What if you had a TV show that garnered 1/7 of Earth’s population as an audience? How much would a spot cost? And how fast would marketers write that check, even without the targeting and engagement analytics Facebook offers?
Having already changed the marketing landscape forever, if you’re Facebook’s creator, you’d have to be scratching your head and asking, “Wow, what more does a product need to do?” Facebook’s been busy answering that very question with products and betas that will likely directly affect your brand’s strategy.
Item 1: Users can send physical gifts to friends through Facebook based on suggestions from user data. A giant step toward the potential power of social commerce.
Item 2: Users can pay $7 to promote posts for higher visibility. Individual users, not just marketers, are being leveraged as a revenue stream. Not impressive enough? There’s also the potential Craigslist killer Facebook Marketplace.
Item 3: Mobile ads. 600 million+ access Facebook on smartphones. According to the company, half of the $1 million a day generated by Sponsored Stories as of late June was coming from mobile. Ads in News Feeds seen on mobile had click-through rates 23x higher than on desktop News Feeds or the right side panel.
Item 4: App developers can buy install ads that show up in mobile News Feeds so reliance on discovery in app stores is reduced.

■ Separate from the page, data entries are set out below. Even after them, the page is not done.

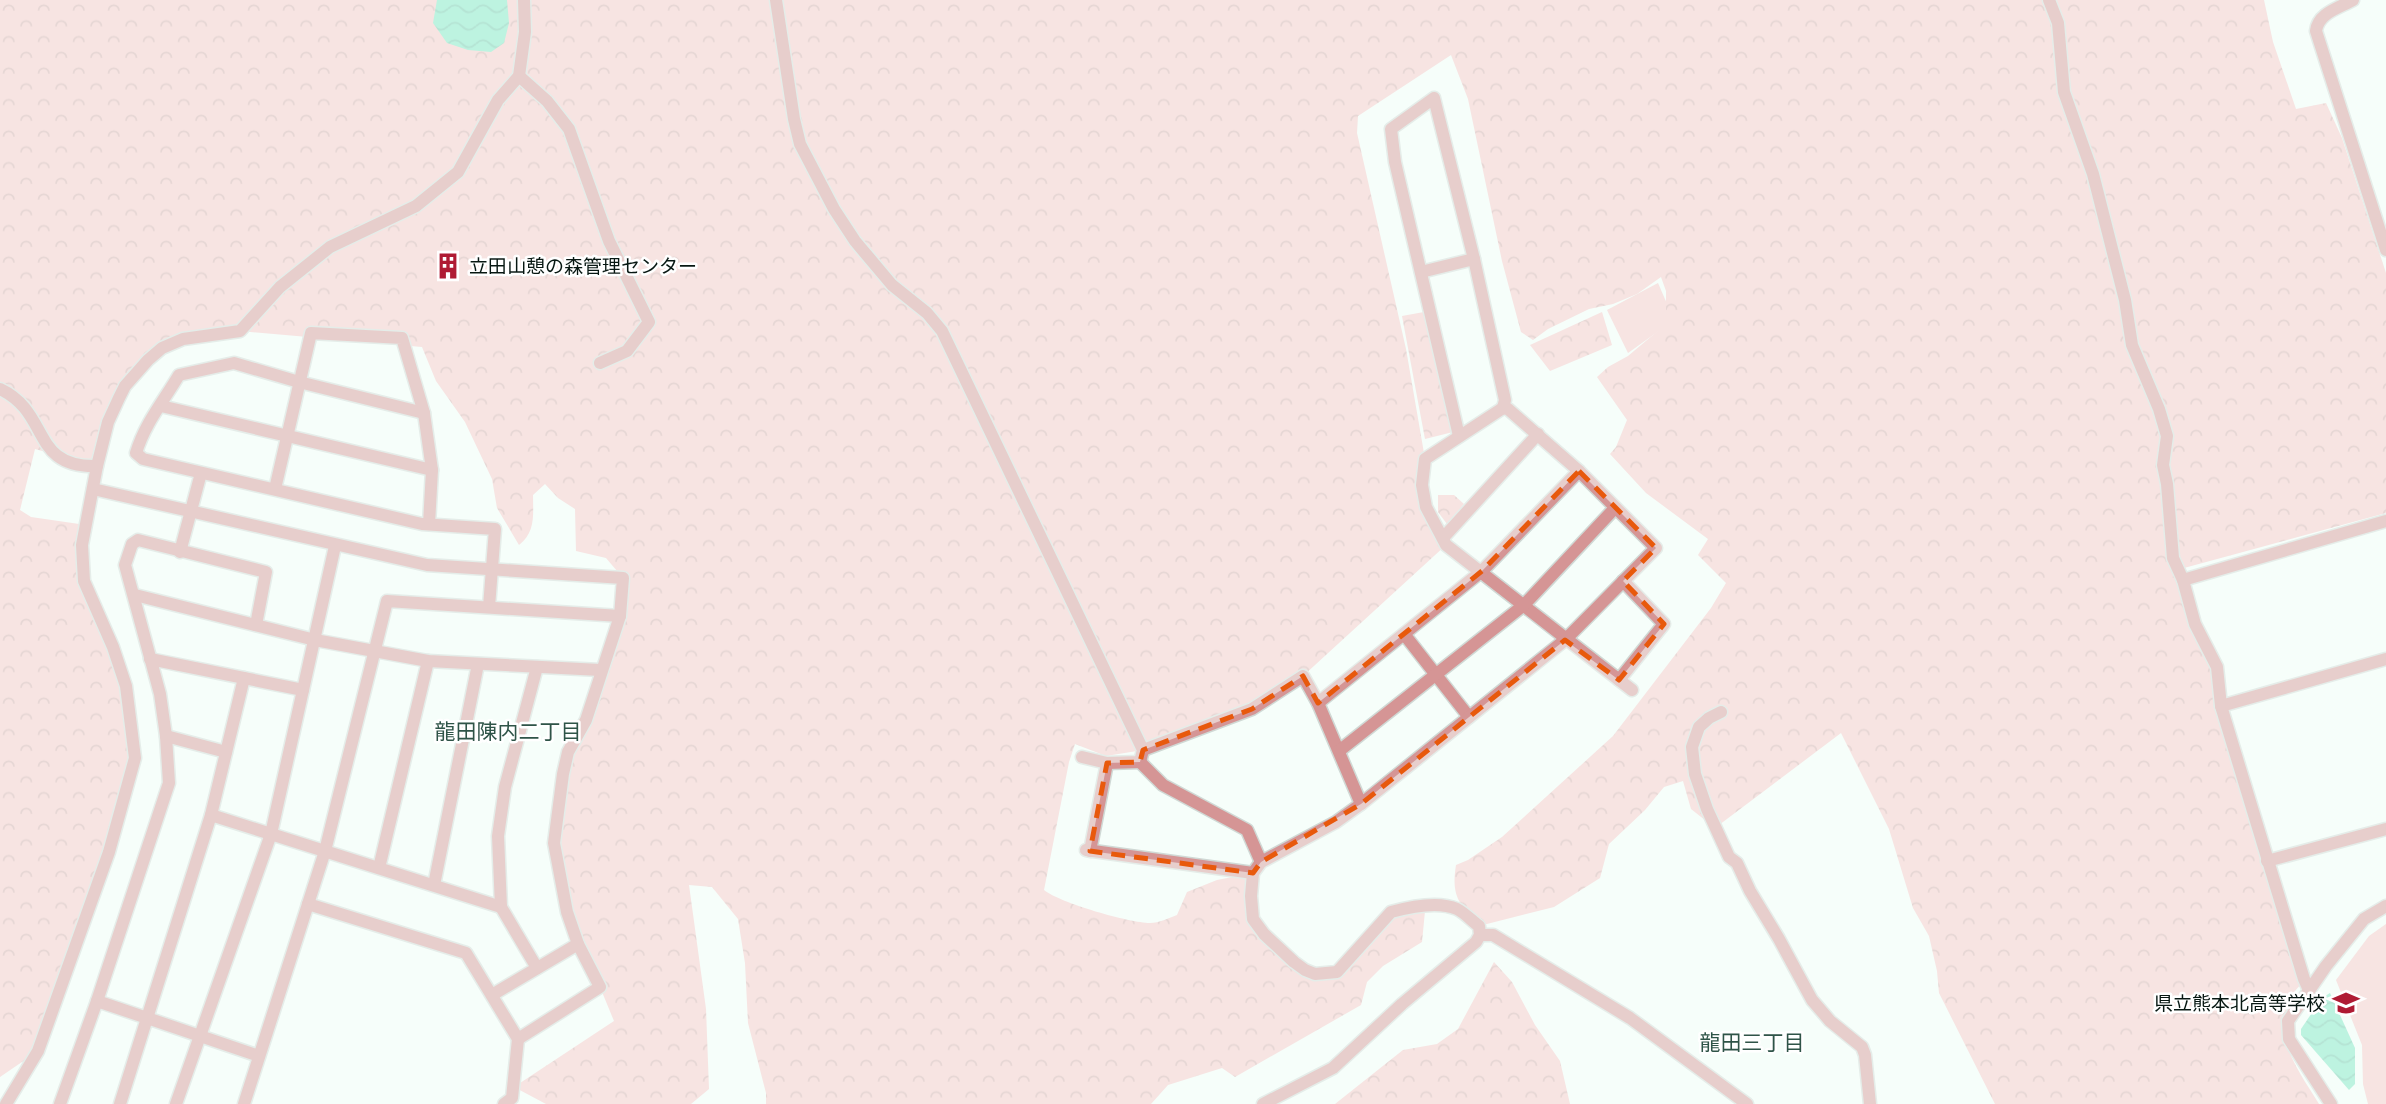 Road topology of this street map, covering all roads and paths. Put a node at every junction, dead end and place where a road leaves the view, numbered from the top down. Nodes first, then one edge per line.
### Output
1 (524, 0) edge
2 (776, 0) edge
3 (2049, 0) edge
4 (2353, 0) edge
5 (519, 76) junction
6 (2386, 250) edge
7 (1474, 259) junction
8 (1421, 272) junction
9 (600, 363) dead end
10 (299, 382) junction
11 (0, 388) edge
12 (161, 406) junction
13 (1503, 408) junction
14 (424, 413) junction
15 (1538, 434) junction
16 (287, 435) junction
17 (1459, 436) junction
18 (97, 466) junction
19 (432, 470) junction
20 (1579, 471) junction
21 (201, 473) junction
22 (93, 489) junction
23 (275, 489) junction
24 (1615, 508) junction
25 (191, 512) junction
26 (2386, 521) edge
27 (429, 524) junction
28 (1443, 538) junction
29 (335, 546) junction
30 (180, 552) junction
31 (493, 569) junction
32 (1482, 571) junction
33 (2183, 580) junction
34 (1623, 581) junction
35 (135, 595) junction
36 (1524, 606) junction
37 (489, 607) junction
38 (620, 616) junction
39 (256, 625) junction
40 (1404, 634) junction
41 (314, 640) junction
42 (1565, 640) junction
43 (375, 651) junction
44 (150, 659) junction
45 (2386, 659) edge
46 (428, 661) junction
47 (478, 664) junction
48 (537, 667) junction
49 (600, 670) junction
50 (1436, 675) junction
51 (244, 678) junction
52 (1619, 680) junction
53 (303, 690) junction
54 (1632, 691) dead end
55 (1318, 703) junction
56 (2221, 706) junction
57 (1721, 712) dead end
58 (1469, 717) junction
59 (166, 736) junction
60 (1339, 751) junction
61 (226, 752) junction
62 (1142, 756) junction
63 (1082, 757) dead end
64 (1107, 763) junction
65 (1362, 804) junction
66 (211, 815) junction
67 (2386, 829) edge
68 (271, 834) junction
69 (325, 851) junction
70 (2267, 861) junction
71 (1261, 862) junction
72 (379, 868) junction
73 (1253, 873) junction
74 (434, 885) junction
75 (308, 904) junction
76 (501, 906) junction
77 (2386, 906) edge
78 (1480, 935) junction
79 (578, 944) junction
80 (537, 968) junction
81 (2309, 990) junction
82 (492, 995) junction
83 (97, 1001) junction
84 (147, 1018) junction
85 (198, 1035) junction
86 (518, 1039) junction
87 (259, 1056) junction
88 (6, 1104) edge
89 (60, 1104) edge
90 (120, 1104) edge
91 (176, 1104) edge
92 (244, 1104) edge
93 (504, 1104) edge
94 (1262, 1104) edge
95 (1747, 1104) edge
96 (1870, 1104) edge
97 (2331, 1104) edge

1 - 5 street
2 - 62 street
3 - 33 street
4 - 6 street
5 - 9 street
5 - 18 street
7 - 8 street
7 - 8 street
7 - 13 street
8 - 17 street
10 - 12 street
10 - 14 street
10 - 14 street
10 - 16 street
11 - 18 street
12 - 16 street
12 - 21 street
13 - 15 street
13 - 17 street
14 - 19 street
15 - 20 street
15 - 28 street
16 - 19 street
16 - 23 street
17 - 28 street
18 - 22 street
19 - 27 street
20 - 24 street
20 - 32 street
21 - 23 street
21 - 25 street
22 - 25 street
22 - 88 street
23 - 27 street
24 - 34 street
24 - 36 street
25 - 29 street
25 - 30 street
26 - 33 street
27 - 31 street
28 - 32 street
29 - 31 street
29 - 41 street
30 - 35 street
30 - 39 street
31 - 37 street
31 - 38 street
32 - 36 street
32 - 40 street
33 - 56 street
34 - 42 street
34 - 52 street
35 - 39 street
35 - 44 street
36 - 42 street
36 - 50 street
37 - 38 street
37 - 43 street
38 - 49 street
39 - 41 street
40 - 50 street
40 - 55 street
41 - 43 street
41 - 53 street
42 - 52 street
42 - 58 street
43 - 46 street
43 - 69 street
44 - 51 street
44 - 59 street
45 - 56 street
46 - 47 street
46 - 72 street
47 - 48 street
47 - 74 street
48 - 49 street
48 - 76 street
49 - 79 street
50 - 58 street
50 - 60 street
51 - 53 street
51 - 61 street
52 - 54 street
53 - 68 street
55 - 60 street
55 - 62 street
56 - 70 street
57 - 96 street
58 - 65 street
59 - 61 street
59 - 83 street
60 - 65 street
61 - 66 street
62 - 64 street
62 - 71 street
63 - 64 street
64 - 73 street
65 - 71 street
66 - 68 street
66 - 84 street
67 - 70 street
68 - 69 street
68 - 85 street
69 - 72 street
69 - 75 street
70 - 81 street
71 - 73 street
72 - 74 street
73 - 78 street
74 - 76 street
75 - 82 street
75 - 87 street
76 - 80 street
77 - 81 street
78 - 94 street
78 - 95 street
79 - 80 street
79 - 86 street
80 - 82 street
81 - 97 street
82 - 86 street
83 - 84 street
83 - 89 street
84 - 85 street
84 - 90 street
85 - 87 street
85 - 91 street
86 - 93 street
87 - 92 street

Item 5: Want your posts seen by people who never liked your Page? A test began in August where you could appear in non-fans’ News Feeds on both web and mobile.
Item 6: How about an ability to use Facebook data to buy ads outside of Facebook? A mobile ad network is being tested to get your targeted messages on non-Facebook apps and sites surfaced on devices.
Item 7: Facebook Collections, Facebook’s answer to Pinterest. Users can gather images of desired products and click through to the retailer to buy. Keep focusing on your imagery.
Item 8: Facebook Offers, Facebook’s answer to the Groupons and Living Socials of the world. You can send deals to your fans’ News Feeds.
Item 9: Facebook Exchange lets you track what fans do on Facebook and across the entire Web. Could lead to a Facebook ad network leveraging Facebook users and data but not limiting exposure to the Facebook platform.
Marketers are seeing increasing value in Facebook (and Twitter for that matter). But as social grows and adjusts, will marketing budgets aimed in that direction grow and adjust accordingly, and within a reasonable time frame?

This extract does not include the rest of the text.